Cloud-native AI suite installed in the member clusters — deploy only the Arena component
The AliyunAdcpFullAccess RAM (Resource Access Management) policy attached to your RAM user. For details, see Grant permissions to RAM users
The AMC command-line tool installed. For details, see Use AMC
(Optional) Resource reservation enabled if you want the Fleet instance to guarantee scheduling consistency with the member cluster. Resource reservation requires Kubernetes 1.28 or later and ACK Scheduler 6.8.0 or later.

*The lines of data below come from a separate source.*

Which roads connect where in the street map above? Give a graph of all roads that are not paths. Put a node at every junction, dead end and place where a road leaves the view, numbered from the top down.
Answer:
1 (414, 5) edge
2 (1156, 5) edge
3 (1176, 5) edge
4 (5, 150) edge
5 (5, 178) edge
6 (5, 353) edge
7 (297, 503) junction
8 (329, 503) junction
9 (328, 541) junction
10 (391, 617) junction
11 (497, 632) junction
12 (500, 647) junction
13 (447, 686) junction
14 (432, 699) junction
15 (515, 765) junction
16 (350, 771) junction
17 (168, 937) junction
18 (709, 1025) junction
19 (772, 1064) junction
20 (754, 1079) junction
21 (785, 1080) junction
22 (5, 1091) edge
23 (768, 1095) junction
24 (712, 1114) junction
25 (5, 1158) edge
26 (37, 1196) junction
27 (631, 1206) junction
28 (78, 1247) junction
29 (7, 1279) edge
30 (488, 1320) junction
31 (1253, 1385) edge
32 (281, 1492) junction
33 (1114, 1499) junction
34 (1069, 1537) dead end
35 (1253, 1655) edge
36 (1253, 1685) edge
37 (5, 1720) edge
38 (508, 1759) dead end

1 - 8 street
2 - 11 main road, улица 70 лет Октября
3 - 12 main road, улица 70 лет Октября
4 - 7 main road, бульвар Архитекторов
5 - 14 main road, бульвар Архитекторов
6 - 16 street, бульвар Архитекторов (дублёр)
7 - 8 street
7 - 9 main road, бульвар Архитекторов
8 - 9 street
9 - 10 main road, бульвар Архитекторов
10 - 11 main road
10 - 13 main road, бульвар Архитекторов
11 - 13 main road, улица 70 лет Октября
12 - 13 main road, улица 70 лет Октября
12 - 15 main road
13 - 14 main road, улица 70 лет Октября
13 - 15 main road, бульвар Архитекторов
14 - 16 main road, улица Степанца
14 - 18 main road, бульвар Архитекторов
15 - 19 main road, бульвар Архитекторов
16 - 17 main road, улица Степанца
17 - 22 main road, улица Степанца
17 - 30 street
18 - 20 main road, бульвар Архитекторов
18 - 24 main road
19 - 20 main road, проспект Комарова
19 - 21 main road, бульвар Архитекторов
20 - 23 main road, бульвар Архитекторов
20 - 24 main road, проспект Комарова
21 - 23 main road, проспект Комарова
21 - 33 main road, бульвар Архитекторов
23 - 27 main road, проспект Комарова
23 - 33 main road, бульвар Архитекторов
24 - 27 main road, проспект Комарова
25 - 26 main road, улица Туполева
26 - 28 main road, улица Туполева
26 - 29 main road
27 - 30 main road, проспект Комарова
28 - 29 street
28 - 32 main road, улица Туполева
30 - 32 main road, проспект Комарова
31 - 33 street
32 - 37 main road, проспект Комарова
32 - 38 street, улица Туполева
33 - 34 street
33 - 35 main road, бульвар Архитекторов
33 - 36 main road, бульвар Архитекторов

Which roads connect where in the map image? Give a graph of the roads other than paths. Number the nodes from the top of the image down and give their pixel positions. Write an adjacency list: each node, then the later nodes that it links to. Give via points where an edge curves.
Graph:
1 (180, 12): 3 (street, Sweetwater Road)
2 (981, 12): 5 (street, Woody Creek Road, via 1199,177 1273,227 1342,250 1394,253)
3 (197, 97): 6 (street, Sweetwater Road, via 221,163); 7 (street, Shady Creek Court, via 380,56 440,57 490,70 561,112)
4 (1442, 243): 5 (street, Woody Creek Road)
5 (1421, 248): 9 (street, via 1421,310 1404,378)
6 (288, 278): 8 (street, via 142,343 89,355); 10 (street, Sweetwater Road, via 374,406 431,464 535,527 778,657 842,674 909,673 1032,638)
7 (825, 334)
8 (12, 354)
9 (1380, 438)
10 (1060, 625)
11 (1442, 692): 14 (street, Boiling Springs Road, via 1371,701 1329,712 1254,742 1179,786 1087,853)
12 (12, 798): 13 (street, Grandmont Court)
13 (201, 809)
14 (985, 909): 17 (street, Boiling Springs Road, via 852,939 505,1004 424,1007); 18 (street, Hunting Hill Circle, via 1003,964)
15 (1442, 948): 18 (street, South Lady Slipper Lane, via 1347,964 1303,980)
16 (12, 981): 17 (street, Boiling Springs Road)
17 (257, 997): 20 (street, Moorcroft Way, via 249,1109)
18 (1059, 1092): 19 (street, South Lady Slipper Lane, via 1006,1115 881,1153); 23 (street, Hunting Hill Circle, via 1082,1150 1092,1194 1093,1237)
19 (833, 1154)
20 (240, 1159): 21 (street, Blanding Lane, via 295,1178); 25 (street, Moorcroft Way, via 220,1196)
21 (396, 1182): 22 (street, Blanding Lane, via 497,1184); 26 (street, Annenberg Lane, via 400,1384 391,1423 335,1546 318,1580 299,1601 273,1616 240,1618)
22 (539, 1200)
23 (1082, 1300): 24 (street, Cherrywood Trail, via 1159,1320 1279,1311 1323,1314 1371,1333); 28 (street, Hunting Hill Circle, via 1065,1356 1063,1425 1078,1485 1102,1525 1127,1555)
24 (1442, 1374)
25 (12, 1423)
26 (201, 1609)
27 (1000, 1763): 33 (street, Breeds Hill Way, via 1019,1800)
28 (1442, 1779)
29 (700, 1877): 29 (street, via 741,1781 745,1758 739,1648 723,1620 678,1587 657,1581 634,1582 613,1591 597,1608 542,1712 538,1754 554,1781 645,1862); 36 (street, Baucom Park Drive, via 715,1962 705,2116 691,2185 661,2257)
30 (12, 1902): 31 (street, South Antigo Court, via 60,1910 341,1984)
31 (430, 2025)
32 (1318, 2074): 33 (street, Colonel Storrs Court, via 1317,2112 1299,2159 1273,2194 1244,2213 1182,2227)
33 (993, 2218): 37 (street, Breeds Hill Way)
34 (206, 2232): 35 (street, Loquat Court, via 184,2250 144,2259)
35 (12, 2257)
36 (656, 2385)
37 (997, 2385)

(Optional) Enable resource reservation

Without resource reservation, the Fleet instance estimates available capacity by summing remaining resources across all nodes in a member cluster. With resource reservation enabled, the Fleet instance holds actual capacity on the target cluster before committing, so the Fleet-level scheduling decision matches the member cluster result.

Log in to the ACK console and click Clusters in the left navigation pane.
Click the name of your cluster. In the left navigation pane, click Add-ons.
On the Add-ons page, find Kube Scheduler and click Configuration.
In the Kube Scheduler Parameters dialog box, set enableReservation to true and click OK.

Choose a scheduling mode

Two modes are available:

Mode	When to use	Key configuration
Gang scheduling only	You want pods placed atomically without managing queues	Set `customSchedulingType: Gang` in PropagationPolicy
Gang scheduling + queue management	You have many jobs competing for limited resources and need orderly queuing with quota enforcement	Set `customSchedulingType: Gang` and `suspension.scheduling: true`

Follow Step 1 if you need queue management; skip to Step 2 if you only need gang scheduling.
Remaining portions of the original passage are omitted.